Autorité de la concurrence : montant des amendes 2026 et contestation
Découvrez comment l'autorité de la concurrence fixe le montant des amendes en 2026. Délais et recours pour contester une sanction administrative avec AvocatAmende.fr.

L’Autorité de la concurrence dispose d’un pouvoir de sanction financière considérable. En 2026, le montant des amendes infligées aux entreprises (et parfois aux dirigeants) peut atteindre jusqu’à 10 % du chiffre d’affaires mondial. Que vous soyez TPE, PME ou grand groupe, comprendre le barème, les critères de fixation et surtout les voies de contestation est essentiel pour protéger vos intérêts. Chez AvocatAmende.fr, nous vous accompagnons avant la majoration et dans le respect des délais.

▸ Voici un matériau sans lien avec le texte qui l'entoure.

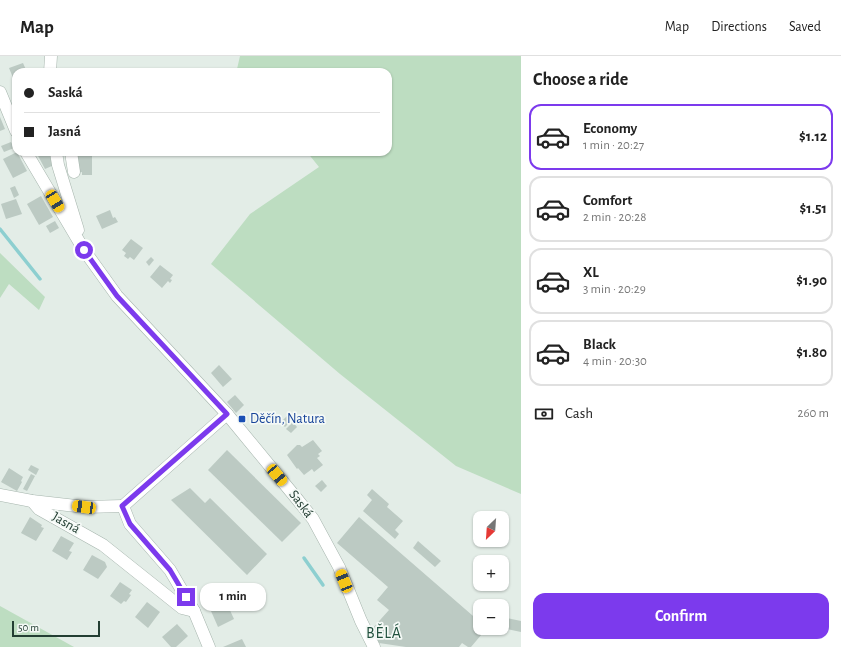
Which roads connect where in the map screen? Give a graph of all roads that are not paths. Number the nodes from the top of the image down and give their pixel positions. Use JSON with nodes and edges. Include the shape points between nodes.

Ce guide détaille les plafonds 2026, la méthode de calcul, les circonstances aggravantes, et les recours efficaces. Vous pouvez contester une sanction de l’Autorité de la concurrence, mais chaque étape est verrouillée par des délais stricts. Ne les laissez pas expirer.
🔑 Points clés couverts
- Plafond 2026 : 10 % du chiffre d’affaires mondial
- Critères de proportionnalité et gravité
- Circonstances aggravantes et récidive
- Procédure de non-contestation des griefs
- Voies de recours : CE, CEDH, référé
- Délais impératifs avant majoration
- Rôle de l’avocat spécialisé en droit de la concurrence
- Jurisprudence récente 2025-2026
1. Montant des amendes 2026 : barème et plafond
En 2026, le montant des amendes prononcé par l’Autorité de la concurrence reste encadré par l’article L.464-2 du Code de commerce. Le plafond légal est de 10 % du chiffre d’affaires mondial hors taxes du dernier exercice clos. Pour les pratiques les plus graves (ententes horizontales, abus de position dominante), la sanction de base peut être multipliée par le coefficient de durée.
Barème indicatif 2026
Bien que l’Autorité publie chaque année un communiqué sur la méthode, les fourchettes restent stables : de 0,5 % à 30 % de la valeur des ventes liées à l’infraction, plafonnée à 10 % du CA mondial. En pratique, une PME peut être sanctionnée de 50 000 € à plusieurs millions d’euros. Les très grandes entreprises (CAC 40) risquent des amendes de plusieurs centaines de millions.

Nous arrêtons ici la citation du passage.